- _ASSIGNMENT_
Where the word "NORTH" appears in a line below, copy the whole line.

- _PROVIDED DATA_
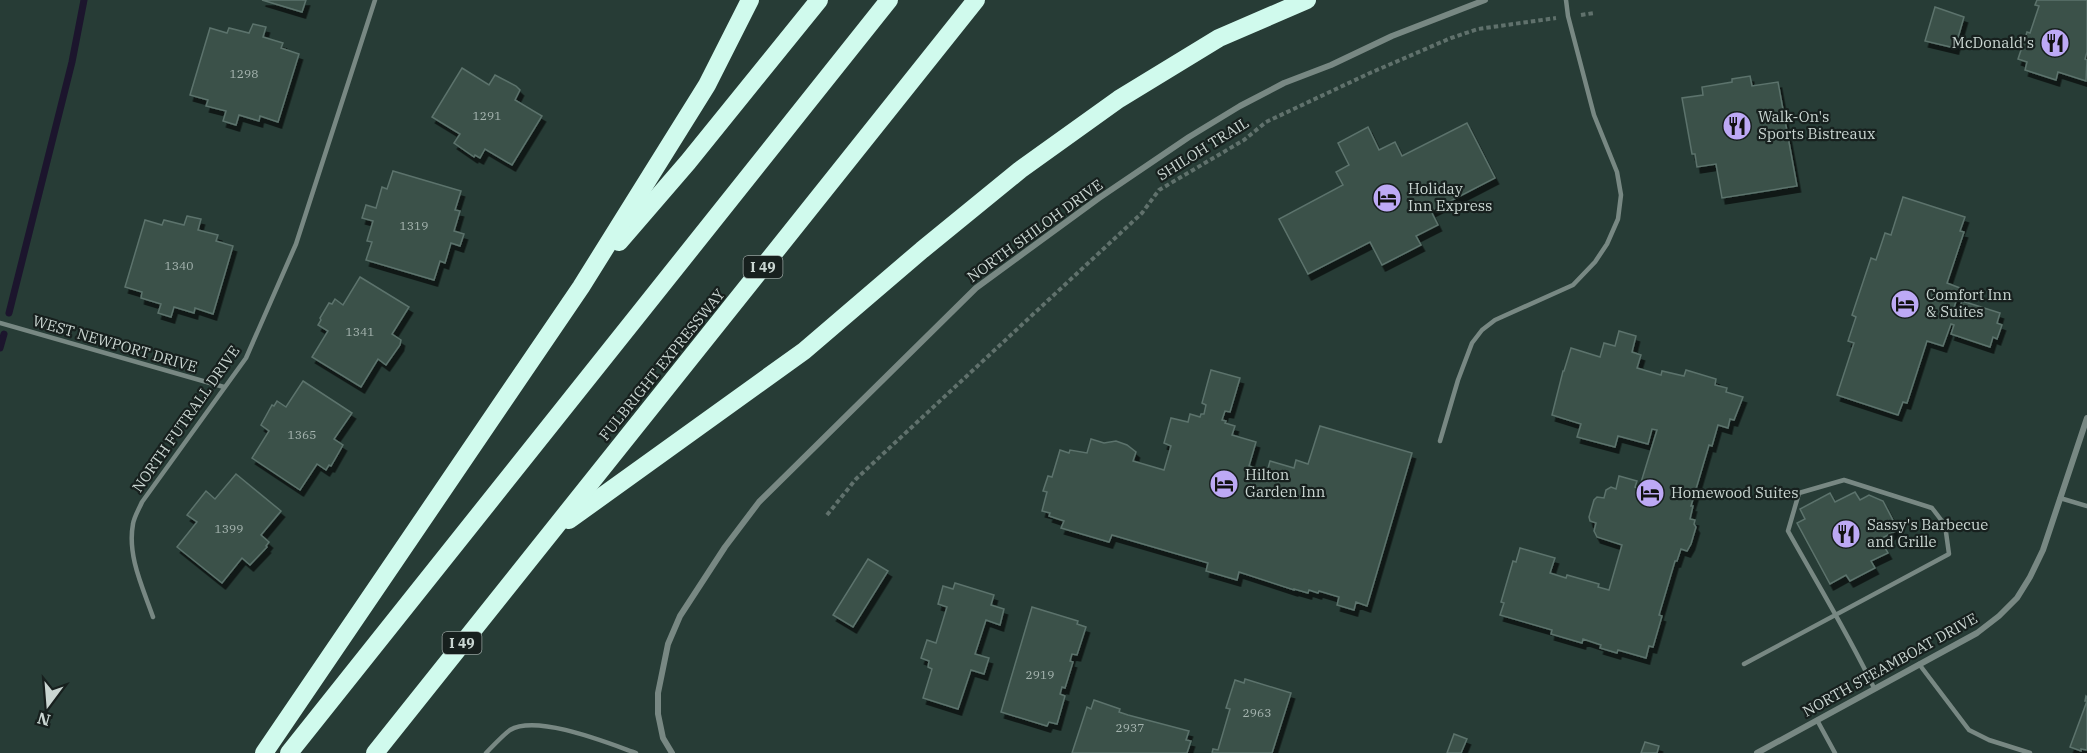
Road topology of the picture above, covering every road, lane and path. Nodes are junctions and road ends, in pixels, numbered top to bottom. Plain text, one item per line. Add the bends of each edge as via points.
1 (375, 0) edge
2 (750, 0) edge
3 (819, 0) edge
4 (889, 0) edge
5 (976, 0) edge
6 (1308, 0) edge
7 (1485, 0) edge
8 (1566, 0) edge
9 (1594, 13) dead end
10 (1568, 16) junction
11 (581, 287) junction
12 (0, 323) edge
13 (224, 387) junction
14 (2087, 418) edge
15 (1440, 441) dead end
16 (2060, 498) junction
17 (2087, 506) edge
18 (827, 515) dead end
19 (550, 534) junction
20 (153, 617) dead end
21 (1835, 617) junction
22 (1744, 664) dead end
23 (1919, 664) junction
24 (1874, 688) junction
25 (1817, 720) junction
26 (264, 753) edge
27 (289, 753) edge
28 (375, 753) edge
29 (486, 753) edge
30 (636, 753) edge
31 (672, 753) edge
32 (1757, 753) edge
33 (1835, 753) edge
34 (2030, 753) edge

1 - 13 lane, NORTH FUTRALL DRIVE via 296,244 246,358
2 - 11 highway via 707,85
3 - 11 highway
4 - 27 highway
5 - 19 highway, FULBRIGHT EXPRESSWAY / I 49
6 - 19 highway via 1220,38 1119,99 1011,178 804,351
7 - 31 street, NORTH SHILOH DRIVE via 1392,36 1240,106 1099,198 976,288 759,502 724,547 680,616 668,644 658,714 663,738
8 - 10 lane
9 - 10 path, SHILOH TRAIL
10 - 15 lane via 1594,115 1617,172 1621,195 1618,219 1595,262 1573,285 1494,320 1482,330 1472,343 1458,380
10 - 18 path, SHILOH TRAIL via 1478,29 1451,38 1266,122 1244,140 1159,190 1142,213 856,479
11 - 26 highway
12 - 13 lane, WEST NEWPORT DRIVE
13 - 20 lane, NORTH FUTRALL DRIVE via 142,502 133,523 134,557
14 - 16 street, NORTH STEAMBOAT DRIVE
16 - 17 lane
16 - 23 street, NORTH STEAMBOAT DRIVE via 2043,550 2017,598 1977,633
19 - 28 highway, FULBRIGHT EXPRESSWAY / I 49
21 - 21 lane via 1948,554 1945,525 1932,508 1844,480 1799,493 1788,531
21 - 22 lane
21 - 24 lane
23 - 24 street, NORTH STEAMBOAT DRIVE
23 - 34 lane via 1969,730
24 - 25 street, NORTH STEAMBOAT DRIVE
25 - 32 street, NORTH STEAMBOAT DRIVE
25 - 33 lane
29 - 30 lane via 511,730 533,725 583,734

- _EXPECTED ANSWER_
1 - 13 lane, NORTH FUTRALL DRIVE via 296,244 246,358
7 - 31 street, NORTH SHILOH DRIVE via 1392,36 1240,106 1099,198 976,288 759,502 724,547 680,616 668,644 658,714 663,738
13 - 20 lane, NORTH FUTRALL DRIVE via 142,502 133,523 134,557
14 - 16 street, NORTH STEAMBOAT DRIVE
16 - 23 street, NORTH STEAMBOAT DRIVE via 2043,550 2017,598 1977,633
23 - 24 street, NORTH STEAMBOAT DRIVE
24 - 25 street, NORTH STEAMBOAT DRIVE
25 - 32 street, NORTH STEAMBOAT DRIVE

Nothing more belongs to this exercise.